WHAT TO PRODUCE ::
Check each line of the material for the string "Finch", and copy the lines that have it.
▼▼▼
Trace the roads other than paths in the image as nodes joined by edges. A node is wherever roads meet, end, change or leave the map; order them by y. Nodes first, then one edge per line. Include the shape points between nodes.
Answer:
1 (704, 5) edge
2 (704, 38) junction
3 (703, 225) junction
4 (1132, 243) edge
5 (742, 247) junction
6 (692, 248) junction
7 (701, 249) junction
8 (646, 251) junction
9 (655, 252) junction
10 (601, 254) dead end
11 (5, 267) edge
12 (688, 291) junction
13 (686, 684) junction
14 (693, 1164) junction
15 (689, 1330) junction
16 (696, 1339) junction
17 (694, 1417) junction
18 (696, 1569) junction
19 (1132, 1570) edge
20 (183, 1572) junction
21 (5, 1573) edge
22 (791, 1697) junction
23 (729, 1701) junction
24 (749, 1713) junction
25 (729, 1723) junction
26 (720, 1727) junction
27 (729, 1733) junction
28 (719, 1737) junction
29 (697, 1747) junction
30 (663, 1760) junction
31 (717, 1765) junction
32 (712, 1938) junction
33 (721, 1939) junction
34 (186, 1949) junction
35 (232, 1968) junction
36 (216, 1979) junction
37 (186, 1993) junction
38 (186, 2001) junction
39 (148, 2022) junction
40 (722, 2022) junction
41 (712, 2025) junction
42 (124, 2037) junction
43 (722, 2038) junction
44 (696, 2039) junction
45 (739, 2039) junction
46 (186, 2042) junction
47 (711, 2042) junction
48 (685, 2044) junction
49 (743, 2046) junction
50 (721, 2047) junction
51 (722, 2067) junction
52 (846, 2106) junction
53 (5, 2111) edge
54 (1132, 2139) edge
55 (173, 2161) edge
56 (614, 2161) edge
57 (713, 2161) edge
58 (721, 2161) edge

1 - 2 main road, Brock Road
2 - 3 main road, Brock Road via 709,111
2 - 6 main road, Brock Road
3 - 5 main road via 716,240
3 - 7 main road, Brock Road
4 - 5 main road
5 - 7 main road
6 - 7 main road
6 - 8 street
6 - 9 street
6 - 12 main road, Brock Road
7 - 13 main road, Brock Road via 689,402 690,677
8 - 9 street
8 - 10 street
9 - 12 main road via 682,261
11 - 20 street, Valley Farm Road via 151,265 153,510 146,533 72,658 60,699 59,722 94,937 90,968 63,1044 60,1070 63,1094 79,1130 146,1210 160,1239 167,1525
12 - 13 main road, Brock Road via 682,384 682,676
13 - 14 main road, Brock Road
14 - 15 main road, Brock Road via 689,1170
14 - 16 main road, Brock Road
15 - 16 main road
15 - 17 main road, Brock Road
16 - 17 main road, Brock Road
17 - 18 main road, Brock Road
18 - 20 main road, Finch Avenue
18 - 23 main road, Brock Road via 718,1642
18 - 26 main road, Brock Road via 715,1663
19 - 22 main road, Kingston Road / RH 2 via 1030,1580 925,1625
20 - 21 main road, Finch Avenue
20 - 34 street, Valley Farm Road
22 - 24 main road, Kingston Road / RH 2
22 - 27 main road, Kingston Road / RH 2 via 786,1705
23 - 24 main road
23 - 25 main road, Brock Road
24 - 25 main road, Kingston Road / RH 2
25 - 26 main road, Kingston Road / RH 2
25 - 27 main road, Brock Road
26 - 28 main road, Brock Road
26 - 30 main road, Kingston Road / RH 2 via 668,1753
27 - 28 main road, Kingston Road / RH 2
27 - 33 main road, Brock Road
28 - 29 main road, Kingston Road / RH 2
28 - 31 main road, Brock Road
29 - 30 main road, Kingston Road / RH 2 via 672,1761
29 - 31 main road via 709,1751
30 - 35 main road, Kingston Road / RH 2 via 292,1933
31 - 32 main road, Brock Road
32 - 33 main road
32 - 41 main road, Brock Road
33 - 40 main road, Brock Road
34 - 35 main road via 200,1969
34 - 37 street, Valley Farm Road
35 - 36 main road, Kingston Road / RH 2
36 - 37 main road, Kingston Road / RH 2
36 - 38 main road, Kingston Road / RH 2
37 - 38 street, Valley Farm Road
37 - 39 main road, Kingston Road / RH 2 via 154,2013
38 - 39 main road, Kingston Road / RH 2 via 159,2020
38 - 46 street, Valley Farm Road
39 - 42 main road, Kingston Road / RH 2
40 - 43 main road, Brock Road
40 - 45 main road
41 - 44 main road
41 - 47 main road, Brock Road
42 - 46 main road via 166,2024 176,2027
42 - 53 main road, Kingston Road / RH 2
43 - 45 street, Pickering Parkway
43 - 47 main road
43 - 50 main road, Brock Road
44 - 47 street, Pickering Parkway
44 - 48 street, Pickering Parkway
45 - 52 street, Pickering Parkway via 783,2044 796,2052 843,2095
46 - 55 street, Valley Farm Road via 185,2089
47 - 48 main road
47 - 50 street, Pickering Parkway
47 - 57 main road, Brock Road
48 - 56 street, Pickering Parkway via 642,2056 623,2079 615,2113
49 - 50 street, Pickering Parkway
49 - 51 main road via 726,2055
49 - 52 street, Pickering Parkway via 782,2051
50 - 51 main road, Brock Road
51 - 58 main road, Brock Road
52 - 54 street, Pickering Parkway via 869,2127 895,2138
▲▲▲
ANSWER SECTION ::
18 - 20 main road, Finch Avenue
20 - 21 main road, Finch Avenue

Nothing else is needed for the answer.